Gewerbliche Abfärbung bei ärztlichen Personengesellschaften

Einkommensteuer

Einkünfte einer Ärzte-GbR sind gewerblich, wenn sie Vergütungen aus ärztlichen Leistungen erzielt, die in nicht unerheblichem Umfang von ohne leitende und eigenverantwortliche Beteiligung an der Gesellschaft beteiligten Ärzte erbracht werden.

Schließen sich Ärzte zur gemeinschaftlichen Berufsausübung zusammen, haben sie grundsätzlich Einkünfte aus selbstständiger Arbeit, da sie einen Katalogberuf nach § 18 Abs. 1 Nr. 1 Satz 2 EStG ausüben. Von diesem Grundsatz gibt es einige Ausnahmen. Eine dieser Ausnahmen ist die Tätigkeit unter Mithilfe von Arbeitskräften. Die Mithilfe fachlicher Arbeitskräfte, beispielsweise angestellter Ärzte, führt nicht zur Gewerblichkeit der Einkünfte, wenn die an der Gesellschaft beteiligten Ärzte weiterhin persönlich die freiberufliche Tätigkeit ausüben und dabei aufgrund eigener Fachkenntnisse leitend und eigenverantwortlich tätig sind, vgl. § 18 Abs. 1 Nr. 1 Satz 3 EStG.

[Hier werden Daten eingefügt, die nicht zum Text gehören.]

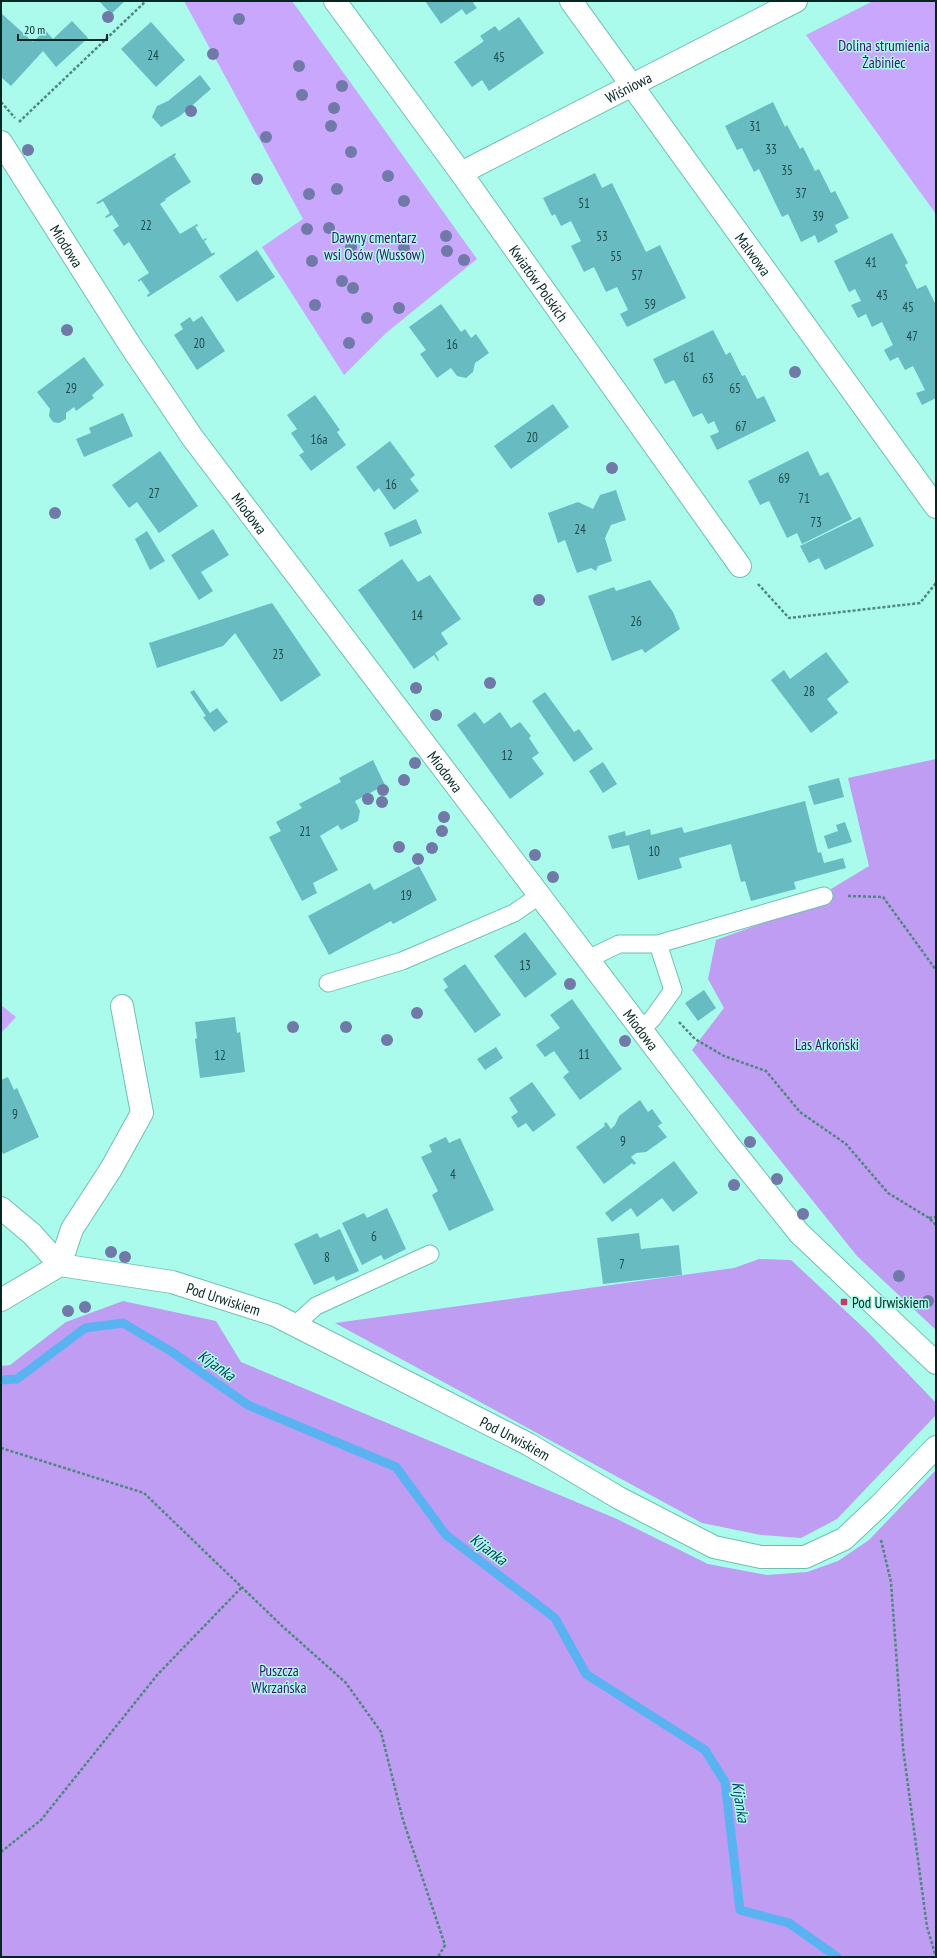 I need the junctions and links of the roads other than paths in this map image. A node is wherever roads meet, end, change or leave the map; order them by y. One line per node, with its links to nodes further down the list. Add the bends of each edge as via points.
1 (335, 1): 6 (street, Kwiatów Polskich)
2 (571, 1): 4 (street, Malwowa)
3 (796, 1): 4 (street, Wiśniowa)
4 (632, 84): 6 (street, Wiśniowa); 7 (street, Malwowa)
5 (1, 142): 9 (street, Miodowa, via 130,345 192,437)
6 (461, 174): 8 (street, Kwiatów Polskich)
7 (936, 508)
8 (740, 566)
9 (540, 895): 12 (street, Miodowa); 13 (lane, via 514,913 402,961)
10 (824, 896): 11 (lane)
11 (658, 944): 12 (lane, via 619,944); 15 (lane, via 673,990)
12 (588, 959): 15 (street, Miodowa)
13 (328, 983)
14 (122, 1006): 18 (street, via 142,1113 111,1169 72,1229)
15 (642, 1029): 21 (street, Miodowa, via 783,1215 817,1251)
16 (1, 1208): 18 (street, via 32,1234)
17 (430, 1254): 20 (lane, via 316,1306)
18 (60, 1265): 19 (street); 20 (street, Pod Urwiskiem, via 172,1282 275,1315)
19 (1, 1300)
20 (295, 1325): 22 (street, Pod Urwiskiem, via 528,1444 619,1498 714,1547 761,1557 805,1557 844,1539)
21 (936, 1363)
22 (936, 1446) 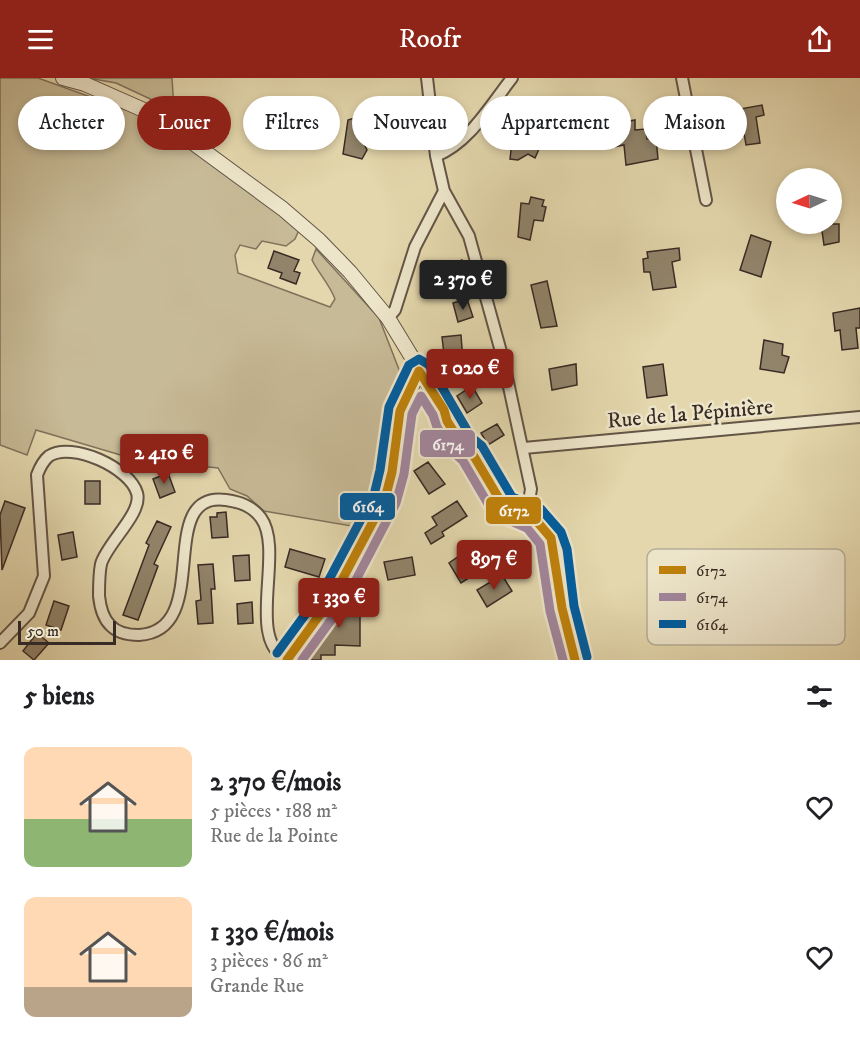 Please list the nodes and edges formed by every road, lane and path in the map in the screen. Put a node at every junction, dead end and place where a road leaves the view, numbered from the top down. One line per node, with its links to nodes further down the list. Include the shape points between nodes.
1 (63, 78): 8 (street, via 155,115 222,162 319,240)
2 (427, 78): 5 (street)
3 (512, 78): 5 (street, via 466,137)
4 (682, 78): 7 (street)
5 (436, 156): 6 (street)
6 (444, 191): 8 (street, via 415,247 395,310); 11 (street, via 469,236)
7 (706, 200)
8 (388, 318): 9 (street)
9 (418, 371): 12 (street, via 504,507); 14 (street, via 400,411 386,499 334,595)
10 (860, 417): 11 (street, Rue de la Pépinière)
11 (524, 448): 12 (street, via 531,489)
12 (528, 514): 15 (street, via 543,526 555,550)
13 (0, 643): 14 (street, via 29,613 44,576 37,475 50,456 69,452 116,467 131,480 138,496 135,512 109,546 101,564 100,605 110,626 130,635 144,634 166,623 182,592 186,533 192,516 216,501 242,502 262,519 268,547 268,630 276,652)
14 (287, 660)
15 (574, 660)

In dem vom BFH entschiedenen Fall betriebenen 2 Ärzte in der Form einer Gesellschaft bürgerlichen Rechts eine Arztpraxis. Sie schlossen mit einer Ärztin einen Gesellschaftsvertrag mit einer so genannten Nullbeteiligung: Die Ärztin war am Vermögen der Gesellschaft nicht beteiligt. Das Finanzamt stellte im Rahmen einer Außenprüfung fest, dass die zu null beteiligte Ärztin keine Mitunternehmerin sei und deshalb eine bloße Scheingesellschafterin sei. Zudem vertrat das Finanzamt die Auffassung, dass die ärztliche Berufsausübungsgemeinschaft, soweit sie Honorarumsätze aus der Behandlung der Patienten durch die Scheingesellschafterin vereinnahmt habe, gewerbliche Einkünfte erziele. Der Bundesfinanzhof gab dem Finanzamt in vollem Umfang Recht.

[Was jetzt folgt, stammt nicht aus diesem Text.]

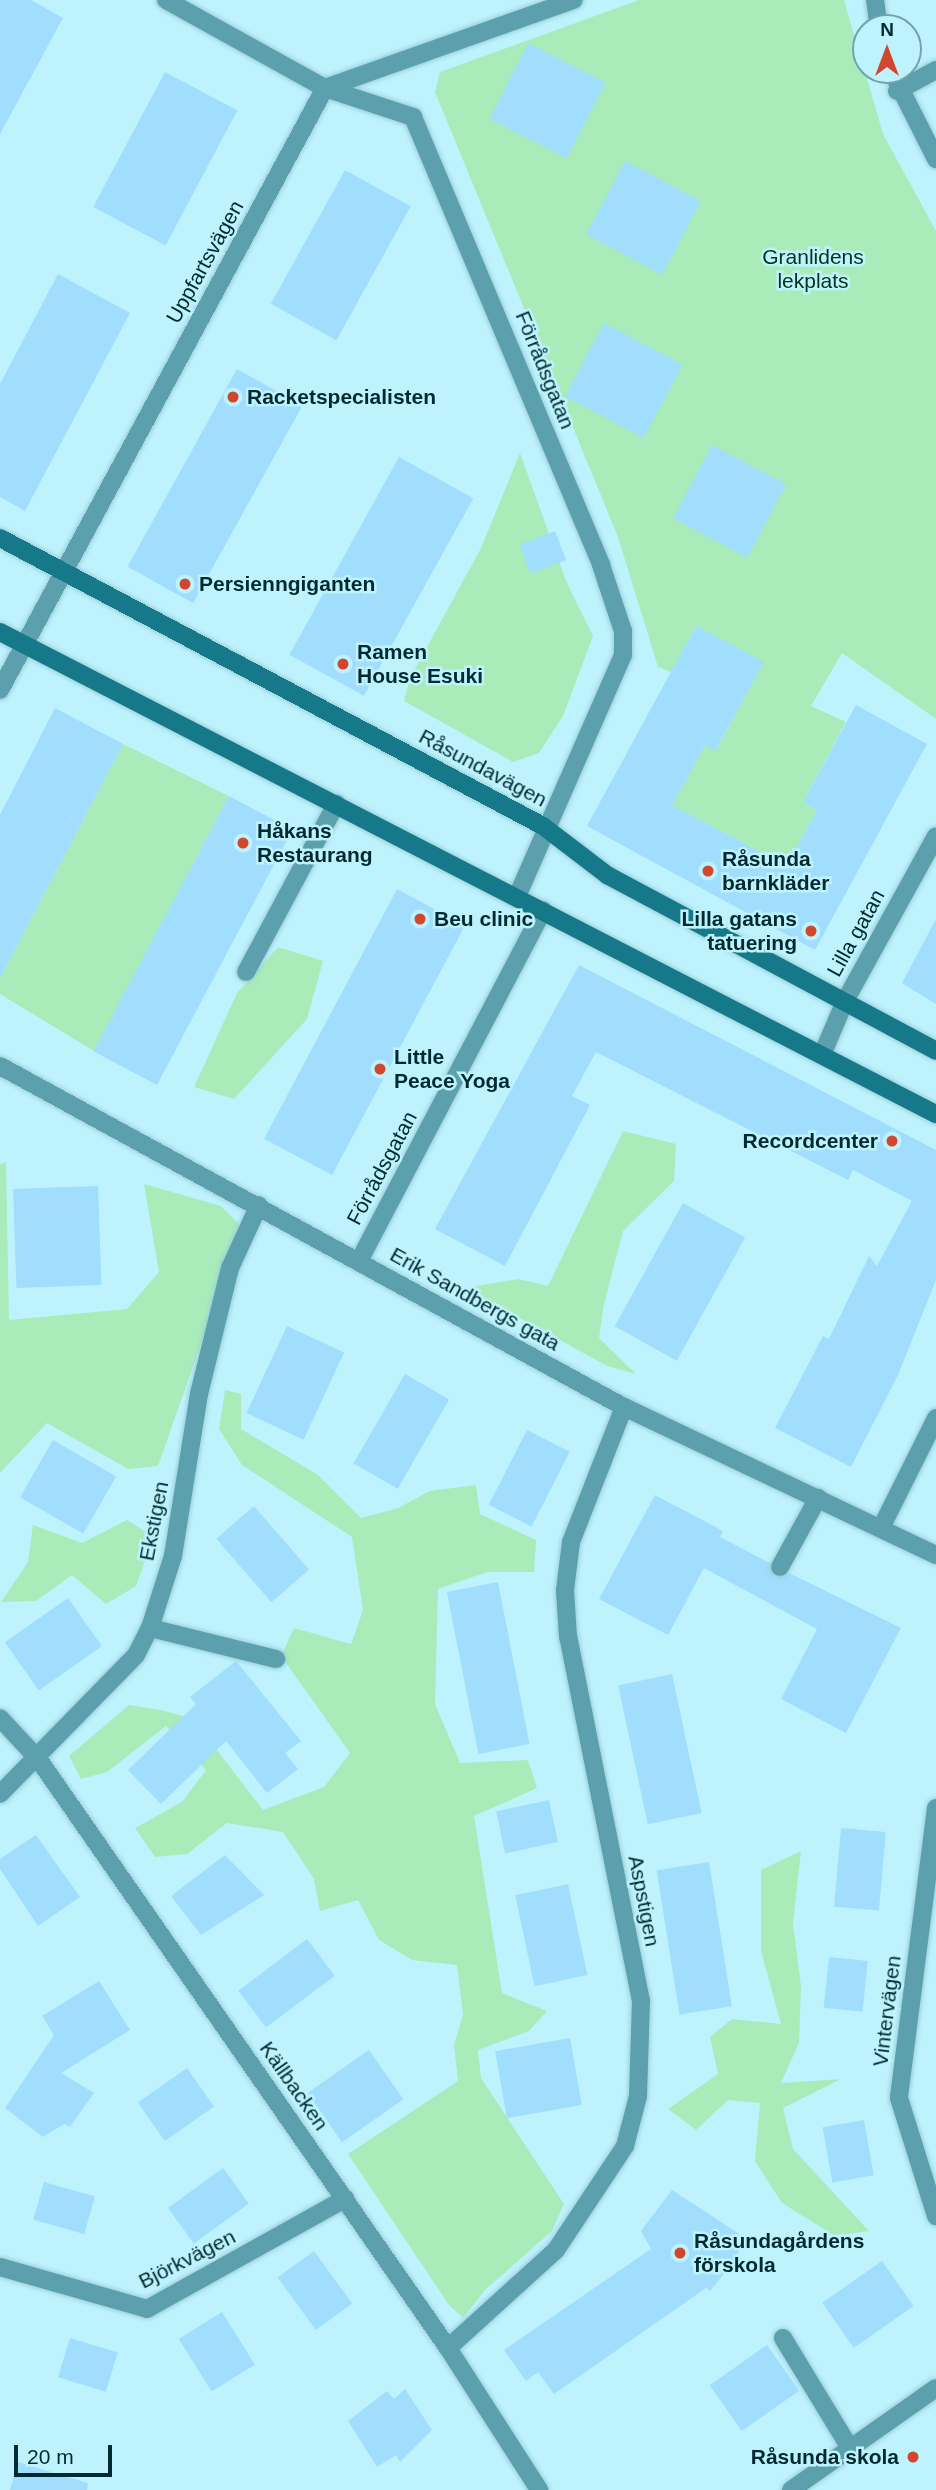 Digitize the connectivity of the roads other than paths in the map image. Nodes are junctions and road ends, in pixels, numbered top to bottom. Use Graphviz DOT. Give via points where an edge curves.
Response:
graph roads {
  1 [pos="166,0"];
  2 [pos="574,0"];
  3 [pos="936,70"];
  4 [pos="895,84"];
  5 [pos="325,88"];
  6 [pos="897,91"];
  7 [pos="936,159"];
  8 [pos="0,538"];
  9 [pos="64,570"];
  10 [pos="0,632"];
  11 [pos="25,645"];
  12 [pos="0,691"];
  13 [pos="336,804"];
  14 [pos="543,826"];
  15 [pos="936,836"];
  16 [pos="517,896"];
  17 [pos="543,910"];
  18 [pos="246,972"];
  19 [pos="845,1001"];
  20 [pos="936,1051"];
  21 [pos="822,1055"];
  22 [pos="0,1066"];
  23 [pos="936,1114"];
  24 [pos="259,1205"];
  25 [pos="359,1261"];
  26 [pos="624,1407"];
  27 [pos="936,1418"];
  28 [pos="818,1498"];
  29 [pos="881,1528"];
  30 [pos="936,1555"];
  31 [pos="780,1567"];
  32 [pos="150,1628"];
  33 [pos="276,1659"];
  34 [pos="0,1718"];
  35 [pos="39,1760"];
  36 [pos="0,1794"];
  37 [pos="936,1808"];
  38 [pos="345,2199"];
  39 [pos="936,2216"];
  40 [pos="0,2267"];
  41 [pos="783,2338"];
  42 [pos="448,2348"];
  43 [pos="936,2388"];
  44 [pos="851,2450"];
  45 [pos="539,2490"];
  46 [pos="791,2490"];
  1 -- 5 [label="street, Förrådsgatan"];
  2 -- 5 [label="street"];
  3 -- 6 [label="street"];
  4 -- 6 [label="street"];
  5 -- 9 [label="street, Uppfartsvägen"];
  5 -- 14 [label="street, Förrådsgatan" via="413,117 562,471 623,631 613,685"];
  6 -- 7 [label="street"];
  8 -- 9 [label="street, Råsundavägen"];
  9 -- 11 [label="street, Uppfartsvägen"];
  9 -- 14 [label="street, Råsundavägen"];
  10 -- 11 [label="street"];
  11 -- 12 [label="street, Uppfartsvägen"];
  11 -- 13 [label="street"];
  13 -- 16 [label="street"];
  13 -- 18 [label="street"];
  14 -- 16 [label="street, Förrådsgatan"];
  14 -- 19 [label="street, Råsundavägen" via="607,876"];
  15 -- 19 [label="street, Lilla gatan"];
  16 -- 17 [label="street"];
  17 -- 21 [label="street"];
  17 -- 25 [label="street, Förrådsgatan"];
  19 -- 20 [label="street, Råsundavägen"];
  19 -- 21 [label="street, Lilla gatan"];
  21 -- 23 [label="street"];
  22 -- 24 [label="street, Erik Sandbergs gata"];
  24 -- 25 [label="street, Erik Sandbergs gata"];
  24 -- 32 [label="street, Ekstigen" via="230,1268 199,1394 173,1556"];
  25 -- 26 [label="street, Erik Sandbergs gata"];
  26 -- 28 [label="street, Erik Sandbergs gata"];
  26 -- 42 [label="street, Aspstigen" via="571,1542 565,1590 568,1637 640,2001 638,2096 625,2146 556,2250"];
  27 -- 29 [label="street"];
  28 -- 29 [label="street, Erik Sandbergs gata"];
  28 -- 31 [label="street"];
  29 -- 30 [label="street, Erik Sandbergs gata"];
  32 -- 33 [label="street"];
  32 -- 35 [label="street, Ekstigen" via="136,1655"];
  34 -- 35 [label="street, Källbacken"];
  35 -- 36 [label="street, Ekstigen"];
  35 -- 38 [label="street, Källbacken"];
  37 -- 39 [label="street, Vintervägen" via="899,2098"];
  38 -- 40 [label="street, Björkvägen" via="147,2309"];
  38 -- 42 [label="street, Källbacken"];
  41 -- 44 [label="street"];
  42 -- 45 [label="street, Källbacken"];
  43 -- 44 [label="street"];
  44 -- 46 [label="street"];
}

Die Null Beteiligung an einer Gesellschaft ist zivilrechtlich zulässig, kann aber, wie im Streitfall, dazu führen, dass keine Mitunternehmerschaft vorliegt, weil der zu null beteiligte Gesellschafter weder ausreichende Mitunternehmerinitiative oder ausreichendes Mitunternehmerrisiko trägt.

Da die Scheingesellschafterin die Patienten eigenverantwortlich behandelte und eine Überwachung durch die anderen Ärzte nicht erfolgte, fehlte es im Streitfall an der leitenden und eigenverantwortlichen Tätigkeit der beiden anderen Ärzte. Da die Tätigkeit Arztpraxis nicht in vollem Umfang freiberuflich erfolgte, waren die gesamten Einkünfte der Arztpraxis in Einkünfte aus Gewerbebetrieb um zu qualifizieren, vgl. § 15 Abs. 3 Nr. 1 EStG.